Judith A. Berliner

What is she best known for?

The fields of study she is best known for:

• Gene
• Enzyme
• Biochemistry

Judith A. Berliner mostly deals with Biochemistry, Monocyte, Internal medicine, Endocrinology and Biological activity. Her study looks at the intersection of Biochemistry and topics like Proinflammatory cytokine with Cell biology. Her Monocyte research is multidisciplinary, relying on both Endothelial stem cell, Low-density lipoprotein, Cytokine, Molecular biology and Endothelium.

In Molecular biology, Judith A. Berliner works on issues like Cell culture, which are connected to Chemotaxis. The various areas that Judith A. Berliner examines in her Internal medicine study include Macrophage colony-stimulating factor and Lesion. Her Biological activity research focuses on Paraoxonase and how it relates to Fast atom bombardment.

Her most cited work include:

• Atherosclerosis: basic mechanisms.
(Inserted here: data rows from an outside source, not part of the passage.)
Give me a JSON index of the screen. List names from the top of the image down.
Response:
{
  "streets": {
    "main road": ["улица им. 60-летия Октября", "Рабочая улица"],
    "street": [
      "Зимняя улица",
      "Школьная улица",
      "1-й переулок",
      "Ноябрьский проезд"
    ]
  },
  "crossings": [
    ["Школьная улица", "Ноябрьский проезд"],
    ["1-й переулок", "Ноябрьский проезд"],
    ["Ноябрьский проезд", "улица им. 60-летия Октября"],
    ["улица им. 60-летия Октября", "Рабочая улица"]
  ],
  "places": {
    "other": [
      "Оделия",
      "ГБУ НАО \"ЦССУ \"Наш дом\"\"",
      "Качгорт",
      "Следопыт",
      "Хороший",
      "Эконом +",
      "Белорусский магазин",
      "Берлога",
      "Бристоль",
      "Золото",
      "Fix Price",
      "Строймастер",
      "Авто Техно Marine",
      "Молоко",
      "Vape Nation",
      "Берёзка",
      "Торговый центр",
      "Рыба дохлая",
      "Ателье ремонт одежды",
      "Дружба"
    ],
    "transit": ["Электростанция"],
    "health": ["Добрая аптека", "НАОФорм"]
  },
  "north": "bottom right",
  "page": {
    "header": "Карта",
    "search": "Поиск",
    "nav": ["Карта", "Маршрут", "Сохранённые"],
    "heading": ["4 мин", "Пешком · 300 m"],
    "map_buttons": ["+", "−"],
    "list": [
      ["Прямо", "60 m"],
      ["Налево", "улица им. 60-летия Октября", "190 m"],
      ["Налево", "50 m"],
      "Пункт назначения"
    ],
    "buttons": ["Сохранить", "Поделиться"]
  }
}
Oxidation, inflammation, and genetics. (1551 citations)
• The role of oxidized lipoproteins in atherogenesis (1238 citations)
• Protective effect of high density lipoprotein associated paraoxonase. Inhibition of the biological activity of minimally oxidized low density lipoprotein. (1059 citations)
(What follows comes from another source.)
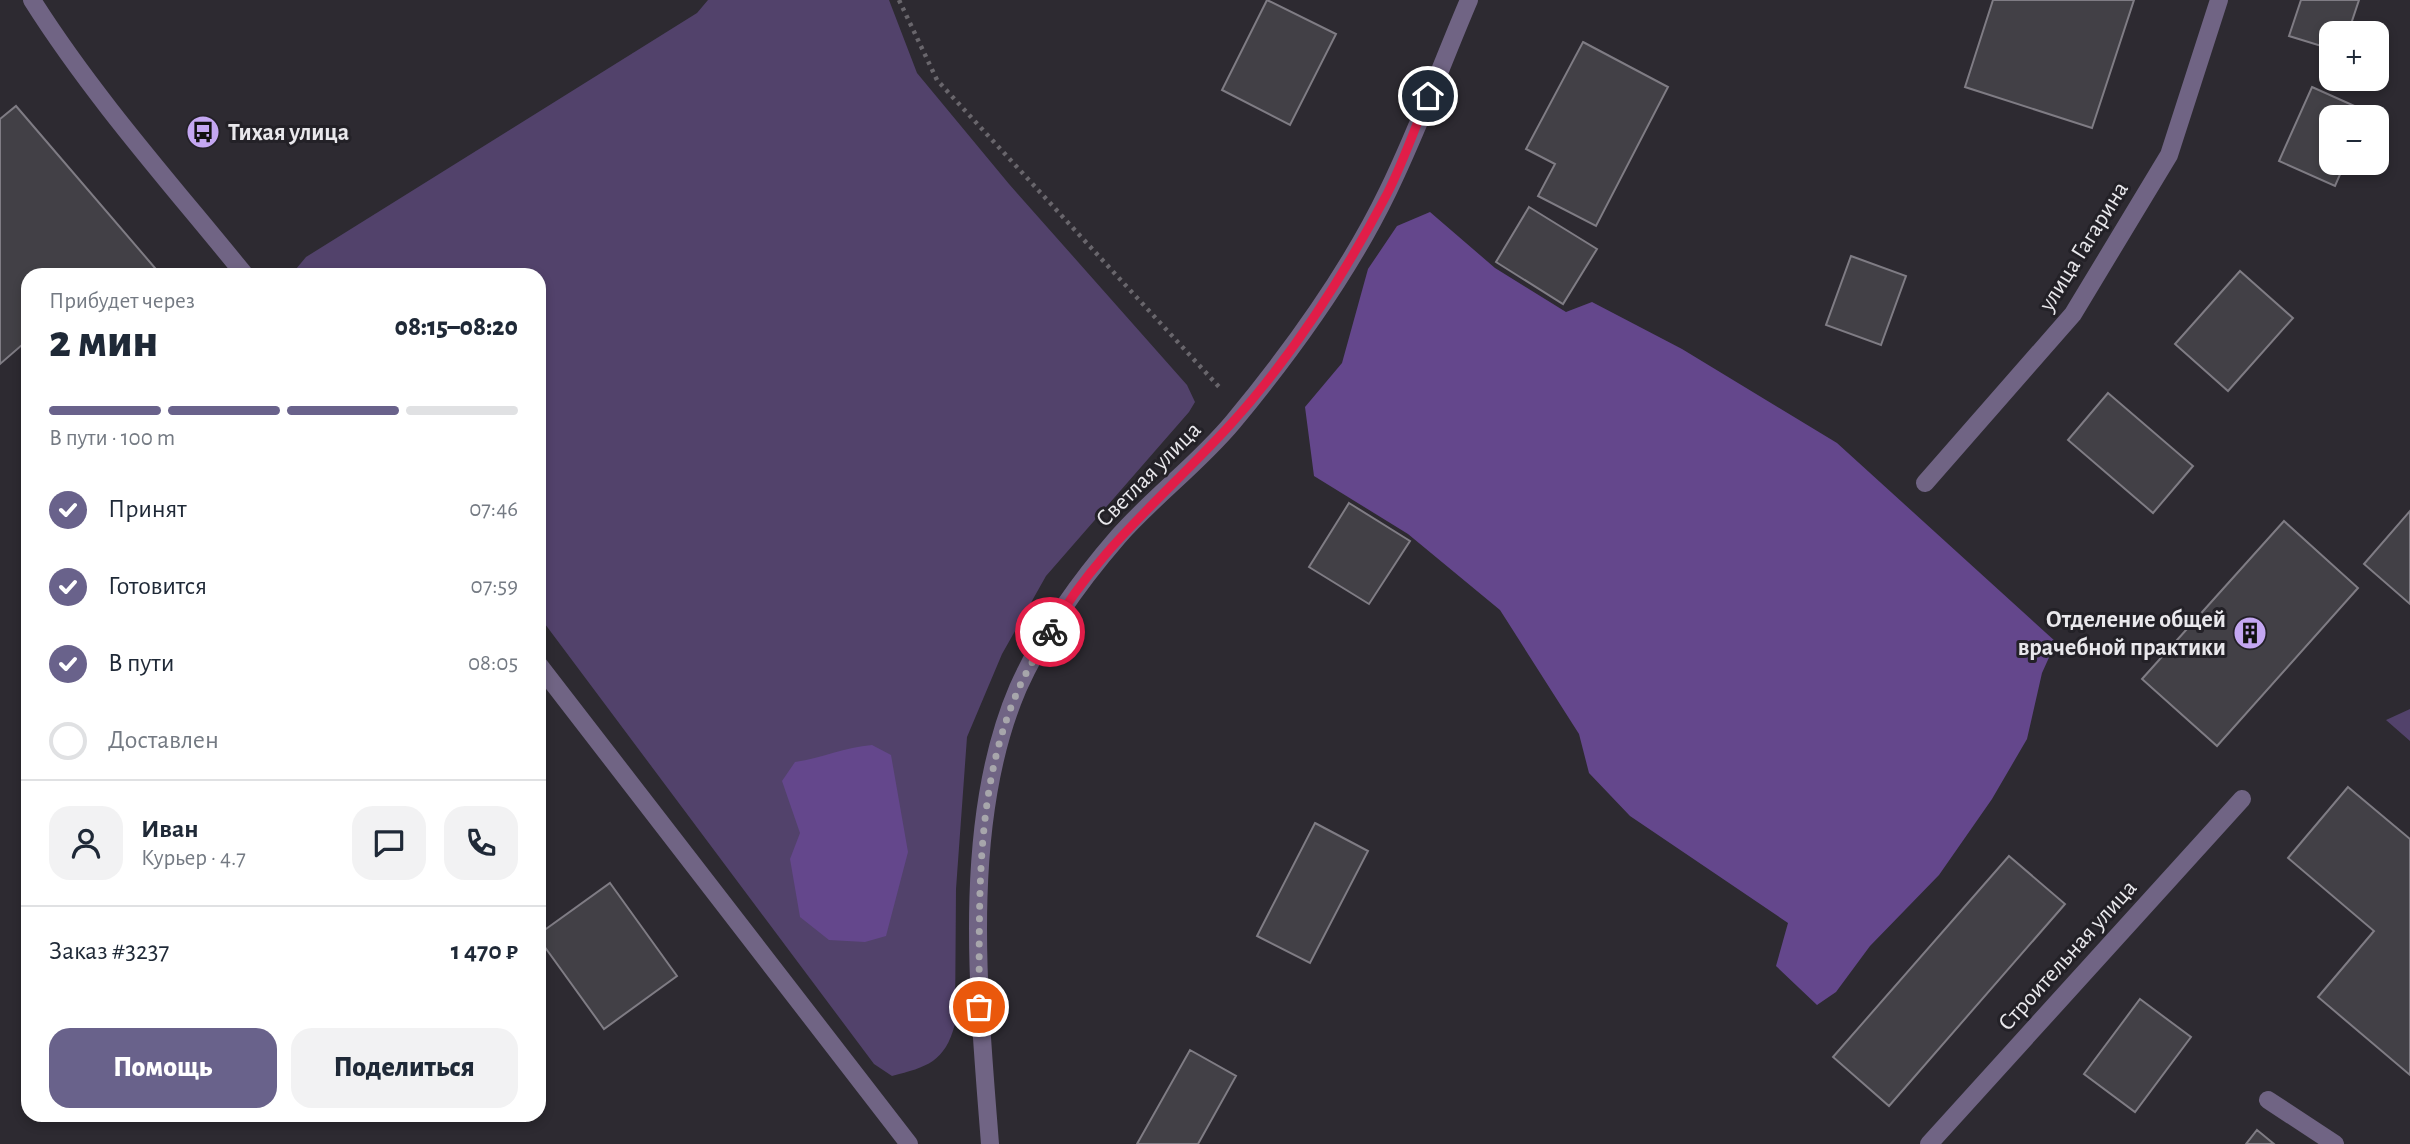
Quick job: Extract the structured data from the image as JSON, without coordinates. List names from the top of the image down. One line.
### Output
{"streets":{"street":["улица Гагарина","Светлая улица","Строительная улица"]},"places":{"bus stop":["Тихая улица"],"building":["Отделение общей врачебной практики"]},"page":{"map_buttons":["+","−"],"heading":["2 мин","Прибудет через","08:15–08:20"],"panel":["Иван","Курьер · 4.7","Заказ #3237","1 470 ₽"],"bar":"В пути · 100 m","list":[["Принят","07:46"],["Готовится","07:59"],["В пути","08:05"],"Доставлен"],"buttons":["Помощь","Поделиться"]}}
What are the main themes of her work throughout her whole career to date?

Her main research concerns Biochemistry, Cell biology, Monocyte, Internal medicine and Endothelial stem cell. She combines subjects such as Proinflammatory cytokine and Interleukin 8 with her study of Biochemistry. Her studies in Cell biology integrate themes in fields like Inflammation, Oxidative stress and Sterol regulatory element-binding protein.
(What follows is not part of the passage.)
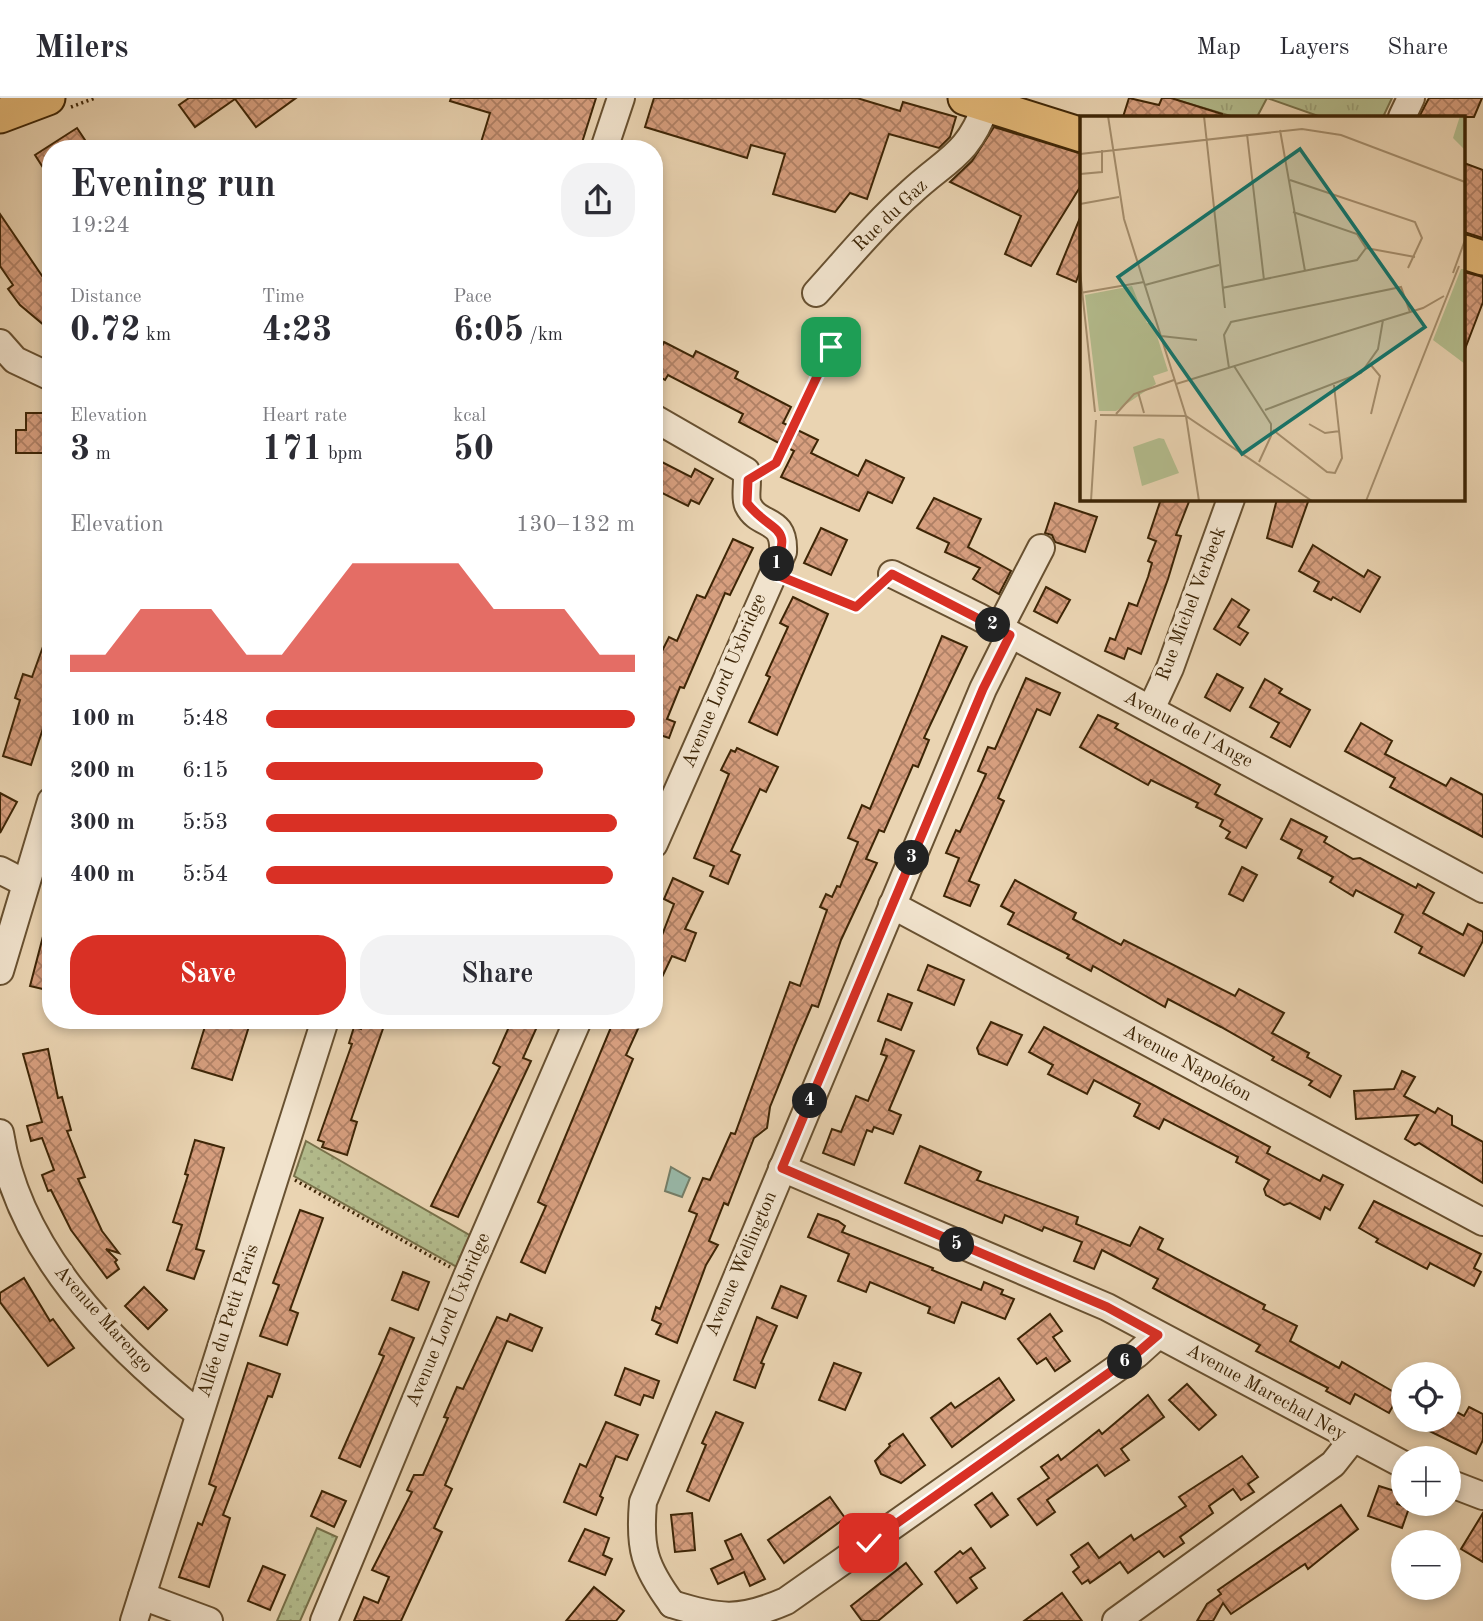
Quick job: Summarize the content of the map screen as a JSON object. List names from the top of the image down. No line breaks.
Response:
{"streets":{"street":["Rue du Gaz","Rue Michel Verbeek","Avenue Lord Uxbridge","Avenue de l'Ange","Avenue Napoléon","Avenue Wellington","Avenue Marengo","Allée du Petit Paris","Avenue Marechal Ney"]},"crossings":[["Rue Michel Verbeek","Avenue de l'Ange"],["Avenue de l'Ange","Avenue Wellington"],["Avenue Napoléon","Avenue Wellington"],["Avenue Wellington","Avenue Marechal Ney"],["Avenue Marengo","Allée du Petit Paris"]],"page":{"header":"Milers","nav":["Map","Layers","Share"],"heading":["Evening run","19:24"],"stats":[["Distance","0.72 km"],["Time","4:23"],["Pace","6:05 /km"],["Elevation","3 m"],["Heart rate","171 bpm"],["kcal","50"]],"chart":["Elevation","130–132 m"],"pins":["1","2","3","4","5","6"],"list":[{"name":"100 m","note":"5:48"},{"name":"200 m","note":"6:15"},{"name":"300 m","note":"5:53"},{"name":"400 m","note":"5:54"}],"buttons":["Save","Share"],"map_buttons":["+","−"]}}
Her Monocyte study incorporates themes from Molecular biology, Endothelium, Chemotaxis and Low-density lipoprotein. The Internal medicine study combines topics in areas such as Endocrinology, Lipid oxidation and Cardiology. Her research in Endothelial stem cell focuses on subjects like Cell adhesion molecule, which are connected to E-selectin.

She most often published in these fields:

• Biochemistry (33.50%)
• Cell biology (32.00%)
• Monocyte (26.00%)

What were the highlights of her more recent work (between 2007-2020)?

• Cell biology (32.00%)
• Biochemistry (33.50%)
• Endothelial stem cell (24.50%)

In recent papers she was focusing on the following fields of study:

Her scientific interests lie mostly in Cell biology, Biochemistry, Endothelial stem cell, Signal transduction and Inflammation. Her Cell biology research is multidisciplinary, relying on both Oxidative stress, Endothelium and Immunology. Her Endothelium study incorporates themes from Chemokine, Ex vivo and Gene knockdown.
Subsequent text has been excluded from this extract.